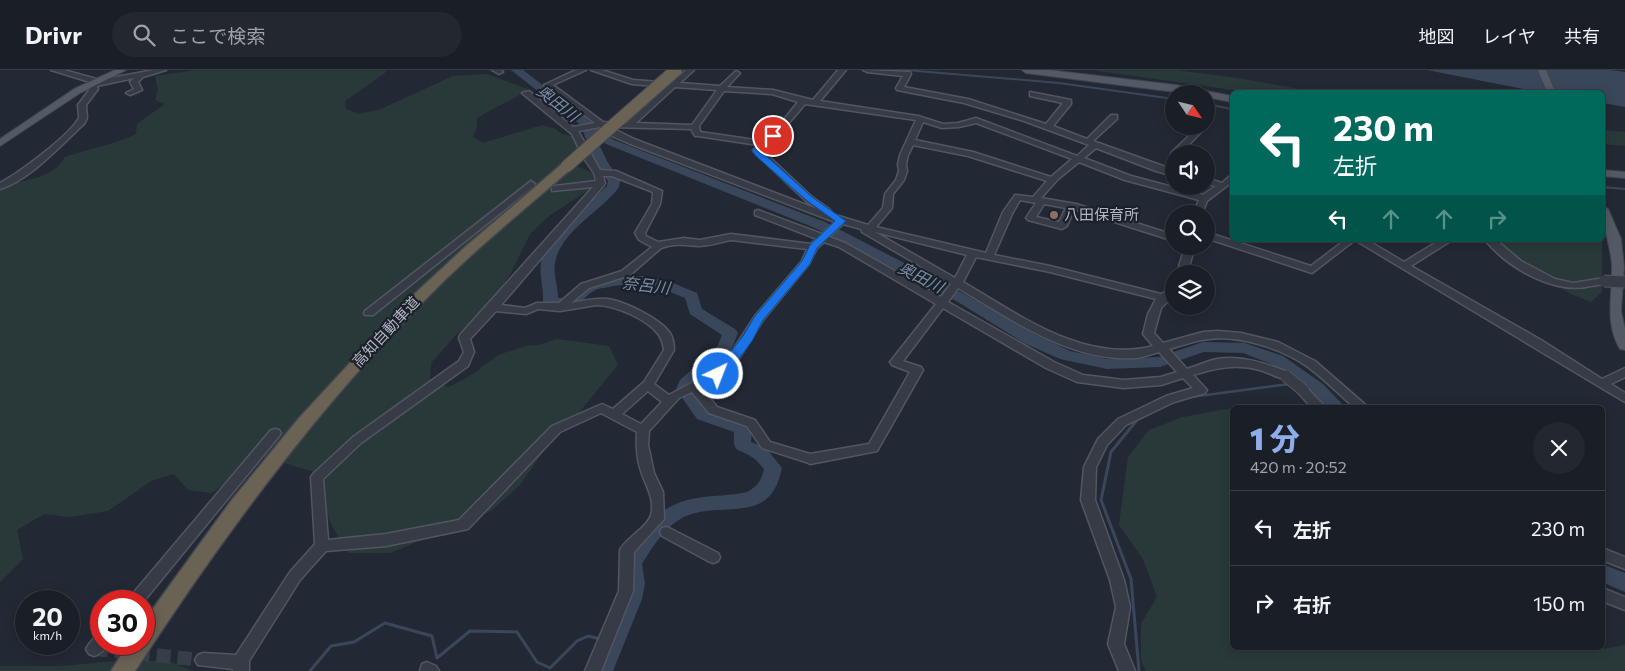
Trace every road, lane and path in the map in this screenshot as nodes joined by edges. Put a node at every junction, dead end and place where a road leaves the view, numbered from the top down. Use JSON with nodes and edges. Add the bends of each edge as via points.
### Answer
{"nodes":[{"id":1,"x":55,"y":70,"type":"edge"},
{"id":2,"x":122,"y":70,"type":"edge"},
{"id":3,"x":162,"y":70,"type":"edge"},
{"id":4,"x":582,"y":70,"type":"edge"},
{"id":5,"x":595,"y":70,"type":"edge"},
{"id":6,"x":676,"y":70,"type":"edge"},
{"id":7,"x":690,"y":70,"type":"edge"},
{"id":8,"x":842,"y":70,"type":"edge"},
{"id":9,"x":867,"y":70,"type":"edge"},
{"id":10,"x":1026,"y":70,"type":"edge"},
{"id":11,"x":1542,"y":70,"type":"edge"},
{"id":12,"x":736,"y":73,"type":"dead end"},
{"id":13,"x":139,"y":77,"type":"junction"},
{"id":14,"x":98,"y":82,"type":"junction"},
{"id":15,"x":673,"y":86,"type":"junction"},
{"id":16,"x":722,"y":88,"type":"junction"},
{"id":17,"x":1550,"y":90,"type":"edge"},
{"id":18,"x":130,"y":93,"type":"dead end"},
{"id":19,"x":526,"y":94,"type":"dead end"},
{"id":20,"x":1033,"y":94,"type":"dead end"},
{"id":21,"x":1215,"y":97,"type":"edge"},
{"id":22,"x":1230,"y":100,"type":"edge"},
{"id":23,"x":1230,"y":100,"type":"edge"},
{"id":24,"x":803,"y":101,"type":"junction"},
{"id":25,"x":815,"y":103,"type":"junction"},
{"id":26,"x":1114,"y":116,"type":"dead end"},
{"id":27,"x":920,"y":120,"type":"junction"},
{"id":28,"x":601,"y":124,"type":"junction"},
{"id":29,"x":630,"y":124,"type":"junction"},
{"id":30,"x":694,"y":127,"type":"junction"},
{"id":31,"x":1047,"y":128,"type":"junction"},
{"id":32,"x":572,"y":130,"type":"junction"},
{"id":33,"x":1194,"y":135,"type":"edge"},
{"id":34,"x":910,"y":142,"type":"junction"},
{"id":35,"x":0,"y":143,"type":"edge"},
{"id":36,"x":766,"y":144,"type":"junction"},
{"id":37,"x":1092,"y":144,"type":"junction"},
{"id":38,"x":581,"y":145,"type":"junction"},
{"id":39,"x":1183,"y":145,"type":"edge"},
{"id":40,"x":591,"y":148,"type":"dead end"},
{"id":41,"x":1077,"y":159,"type":"junction"},
{"id":42,"x":1165,"y":164,"type":"edge"},
{"id":43,"x":567,"y":166,"type":"joint"},
{"id":44,"x":1160,"y":169,"type":"junction"},
{"id":45,"x":1165,"y":170,"type":"edge"},
{"id":46,"x":598,"y":173,"type":"junction"},
{"id":47,"x":1605,"y":173,"type":"edge"},
{"id":48,"x":1625,"y":174,"type":"edge"},
{"id":49,"x":1053,"y":180,"type":"junction"},
{"id":50,"x":1215,"y":182,"type":"edge"},
{"id":51,"x":601,"y":183,"type":"junction"},
{"id":52,"x":1229,"y":183,"type":"edge"},
{"id":53,"x":531,"y":184,"type":"dead end"},
{"id":54,"x":0,"y":186,"type":"edge"},
{"id":55,"x":555,"y":188,"type":"dead end"},
{"id":56,"x":1203,"y":198,"type":"junction"},
{"id":57,"x":1038,"y":201,"type":"junction"},
{"id":58,"x":1200,"y":205,"type":"edge"},
{"id":59,"x":1071,"y":206,"type":"junction"},
{"id":60,"x":758,"y":213,"type":"dead end"},
{"id":61,"x":1605,"y":215,"type":"edge"},
{"id":62,"x":839,"y":223,"type":"junction"},
{"id":63,"x":853,"y":224,"type":"junction"},
{"id":64,"x":1610,"y":226,"type":"junction"},
{"id":65,"x":871,"y":227,"type":"junction"},
{"id":66,"x":1625,"y":229,"type":"edge"},
{"id":67,"x":1165,"y":235,"type":"edge"},
{"id":68,"x":825,"y":236,"type":"junction"},
{"id":69,"x":1215,"y":238,"type":"edge"},
{"id":70,"x":1348,"y":242,"type":"edge"},
{"id":71,"x":1363,"y":242,"type":"edge"},
{"id":72,"x":1444,"y":242,"type":"edge"},
{"id":73,"x":1492,"y":242,"type":"edge"},
{"id":74,"x":658,"y":246,"type":"junction"},
{"id":75,"x":813,"y":247,"type":"junction"},
{"id":76,"x":973,"y":253,"type":"junction"},
{"id":77,"x":990,"y":256,"type":"junction"},
{"id":78,"x":1404,"y":266,"type":"junction"},
{"id":79,"x":958,"y":282,"type":"junction"},
{"id":80,"x":1625,"y":282,"type":"edge"},
{"id":81,"x":1165,"y":295,"type":"edge"},
{"id":82,"x":1161,"y":297,"type":"junction"},
{"id":83,"x":943,"y":301,"type":"junction"},
{"id":84,"x":564,"y":304,"type":"junction"},
{"id":85,"x":493,"y":307,"type":"junction"},
{"id":86,"x":369,"y":313,"type":"dead end"},
{"id":87,"x":1620,"y":313,"type":"edge"},
{"id":88,"x":1625,"y":346,"type":"edge"},
{"id":89,"x":1160,"y":349,"type":"junction"},
{"id":90,"x":1183,"y":372,"type":"junction"},
{"id":91,"x":1625,"y":372,"type":"edge"},
{"id":92,"x":1603,"y":383,"type":"junction"},
{"id":93,"x":648,"y":385,"type":"junction"},
{"id":94,"x":691,"y":388,"type":"junction"},
{"id":95,"x":1303,"y":390,"type":"edge"},
{"id":96,"x":1303,"y":390,"type":"edge"},
{"id":97,"x":672,"y":398,"type":"junction"},
{"id":98,"x":1625,"y":398,"type":"edge"},
{"id":99,"x":1317,"y":405,"type":"edge"},
{"id":100,"x":1359,"y":405,"type":"edge"},
{"id":101,"x":614,"y":416,"type":"junction"},
{"id":102,"x":643,"y":430,"type":"junction"},
{"id":103,"x":275,"y":434,"type":"dead end"},
{"id":104,"x":667,"y":532,"type":"dead end"},
{"id":105,"x":322,"y":546,"type":"junction"},
{"id":106,"x":1605,"y":555,"type":"edge"},
{"id":107,"x":713,"y":557,"type":"dead end"},
{"id":108,"x":1625,"y":563,"type":"edge"},
{"id":109,"x":143,"y":590,"type":"edge"},
{"id":110,"x":1605,"y":595,"type":"edge"},
{"id":111,"x":1625,"y":604,"type":"edge"},
{"id":112,"x":155,"y":622,"type":"edge"},
{"id":113,"x":133,"y":655,"type":"edge"},
{"id":114,"x":203,"y":660,"type":"tunnel mouth"},
{"id":115,"x":241,"y":667,"type":"edge"},
{"id":116,"x":122,"y":671,"type":"edge"},
{"id":117,"x":593,"y":671,"type":"edge"},
{"id":118,"x":1127,"y":671,"type":"edge"}],
"edges":[{"from":1,"to":14,"type":"street"},
{"from":2,"to":14,"type":"main road"},
{"from":3,"to":13,"type":"street"},
{"from":4,"to":28,"type":"street","via":[[548,86]]},
{"from":5,"to":15,"type":"street","via":[[632,82]]},
{"from":6,"to":43,"type":"highway","name":"高知自動車道","bridge":true},
{"from":7,"to":15,"type":"street"},
{"from":8,"to":25,"type":"street"},
{"from":9,"to":31,"type":"street","via":[[907,74],[900,88],[965,101]]},
{"from":10,"to":22,"type":"main road","via":[[1176,88]]},
{"from":11,"to":17,"type":"main road"},
{"from":12,"to":16,"type":"street"},
{"from":13,"to":14,"type":"street"},
{"from":13,"to":18,"type":"street","via":[[134,82],[138,90]]},
{"from":14,"to":35,"type":"main road","via":[[58,103]]},
{"from":14,"to":54,"type":"street","via":[[82,105],[81,122],[16,177]]},
{"from":15,"to":16,"type":"street"},
{"from":15,"to":29,"type":"street"},
{"from":16,"to":24,"type":"street","via":[[773,92]]},
{"from":16,"to":30,"type":"street"},
{"from":19,"to":32,"type":"street"},
{"from":20,"to":31,"type":"street","via":[[1068,102]]},
{"from":21,"to":23,"type":"street"},
{"from":24,"to":25,"type":"street"},
{"from":24,"to":36,"type":"street"},
{"from":25,"to":27,"type":"street"},
{"from":26,"to":37,"type":"street"},
{"from":27,"to":34,"type":"street"},
{"from":27,"to":41,"type":"street","via":[[942,126],[976,120]]},
{"from":28,"to":29,"type":"street"},
{"from":28,"to":32,"type":"street"},
{"from":28,"to":62,"type":"street","via":[[644,147]]},
{"from":29,"to":30,"type":"street"},
{"from":30,"to":36,"type":"street","via":[[698,134]]},
{"from":31,"to":37,"type":"street"},
{"from":32,"to":38,"type":"street"},
{"from":33,"to":39,"type":"street"},
{"from":34,"to":49,"type":"street","via":[[970,154]]},
{"from":34,"to":65,"type":"street","via":[[900,180],[888,194],[887,208]]},
{"from":36,"to":62,"type":"street","via":[[757,150],[759,154]]},
{"from":37,"to":41,"type":"street"},
{"from":37,"to":44,"type":"street"},
{"from":38,"to":40,"type":"street"},
{"from":38,"to":46,"type":"street"},
{"from":41,"to":49,"type":"street"},
{"from":41,"to":56,"type":"street","via":[[1128,178]]},
{"from":42,"to":44,"type":"street"},
{"from":43,"to":112,"type":"highway","name":"高知自動車道","via":[[447,270],[365,354],[293,436],[231,515]]},
{"from":44,"to":45,"type":"street"},
{"from":46,"to":51,"type":"street"},
{"from":46,"to":74,"type":"street","via":[[613,173],[658,191],[656,204],[640,233],[642,238]]},
{"from":47,"to":48,"type":"main road"},
{"from":49,"to":57,"type":"street"},
{"from":50,"to":52,"type":"street"},
{"from":51,"to":55,"type":"street"},
{"from":51,"to":85,"type":"street"},
{"from":52,"to":56,"type":"street"},
{"from":53,"to":86,"type":"street"},
{"from":56,"to":58,"type":"street"},
{"from":57,"to":59,"type":"street"},
{"from":57,"to":59,"type":"street","via":[[1031,218],[1062,226]]},
{"from":57,"to":77,"type":"street","via":[[1018,197],[1008,212]]},
{"from":59,"to":67,"type":"street"},
{"from":60,"to":68,"type":"street"},
{"from":61,"to":64,"type":"main road"},
{"from":62,"to":63,"type":"street"},
{"from":62,"to":68,"type":"street"},
{"from":63,"to":65,"type":"street"},
{"from":63,"to":79,"type":"street"},
{"from":64,"to":66,"type":"main road"},
{"from":64,"to":87,"type":"main road","via":[[1615,239]]},
{"from":65,"to":76,"type":"street"},
{"from":68,"to":75,"type":"street"},
{"from":68,"to":83,"type":"street"},
{"from":69,"to":70,"type":"street","via":[[1312,270]]},
{"from":71,"to":78,"type":"street"},
{"from":72,"to":78,"type":"street"},
{"from":73,"to":80,"type":"street","bridge":true,"via":[[1515,263],[1572,286],[1604,281]]},
{"from":74,"to":75,"type":"street","via":[[731,237]]},
{"from":74,"to":84,"type":"street","via":[[626,273],[585,286]]},
{"from":75,"to":94,"type":"street","via":[[806,262],[759,318],[731,362],[718,374]]},
{"from":76,"to":77,"type":"street"},
{"from":76,"to":79,"type":"street"},
{"from":77,"to":82,"type":"street"},
{"from":78,"to":92,"type":"street"},
{"from":79,"to":83,"type":"street"},
{"from":79,"to":89,"type":"street","via":[[1041,332],[1091,350],[1137,354]]},
{"from":81,"to":82,"type":"street"},
{"from":82,"to":89,"type":"street","via":[[1148,334]]},
{"from":83,"to":90,"type":"street","via":[[1050,365],[1081,379],[1124,384],[1161,381]]},
{"from":83,"to":94,"type":"street","via":[[896,362],[917,370],[873,448],[810,459],[766,445],[751,423],[713,410]]},
{"from":84,"to":85,"type":"street","via":[[537,306],[526,311]]},
{"from":84,"to":93,"type":"street","via":[[608,302],[628,309],[666,335],[669,350]]},
{"from":85,"to":105,"type":"street","via":[[464,338],[470,352],[464,363],[357,440],[317,477]]},
{"from":87,"to":88,"type":"main road","via":[[1619,332]]},
{"from":89,"to":90,"type":"street"},
{"from":89,"to":100,"type":"street","via":[[1203,336],[1218,335],[1274,345],[1311,364]]},
{"from":90,"to":95,"type":"street","bridge":true,"via":[[1218,363],[1244,363],[1286,376]]},
{"from":90,"to":118,"type":"street","via":[[1201,390],[1170,399],[1122,422],[1102,442],[1090,467],[1088,500],[1123,606],[1116,644]]},
{"from":91,"to":92,"type":"street"},
{"from":92,"to":98,"type":"street"},
{"from":93,"to":97,"type":"street"},
{"from":93,"to":101,"type":"street"},
{"from":94,"to":97,"type":"street"},
{"from":96,"to":99,"type":"street","bridge":true},
{"from":97,"to":102,"type":"street"},
{"from":101,"to":102,"type":"street"},
{"from":101,"to":105,"type":"street","via":[[602,408],[556,429],[463,525],[386,540]]},
{"from":102,"to":117,"type":"street","via":[[642,445],[648,473],[657,492],[657,519],[627,550],[626,591]]},
{"from":103,"to":109,"type":"street"},
{"from":104,"to":107,"type":"street"},
{"from":105,"to":115,"type":"street","via":[[295,576],[242,659]]},
{"from":106,"to":108,"type":"street"},
{"from":110,"to":111,"type":"street"},
{"from":113,"to":116,"type":"highway"},
{"from":114,"to":115,"type":"street"}]}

━━━━━━━━━━━━━━━━

### AIM OF THE TASK
Copy out every line in the entries above that holds "高知自動車道".

### OUTPUT
{"from":6,"to":43,"type":"highway","name":"高知自動車道","bridge":true},
{"from":43,"to":112,"type":"highway","name":"高知自動車道","via":[[447,270],[365,354],[293,436],[231,515]]},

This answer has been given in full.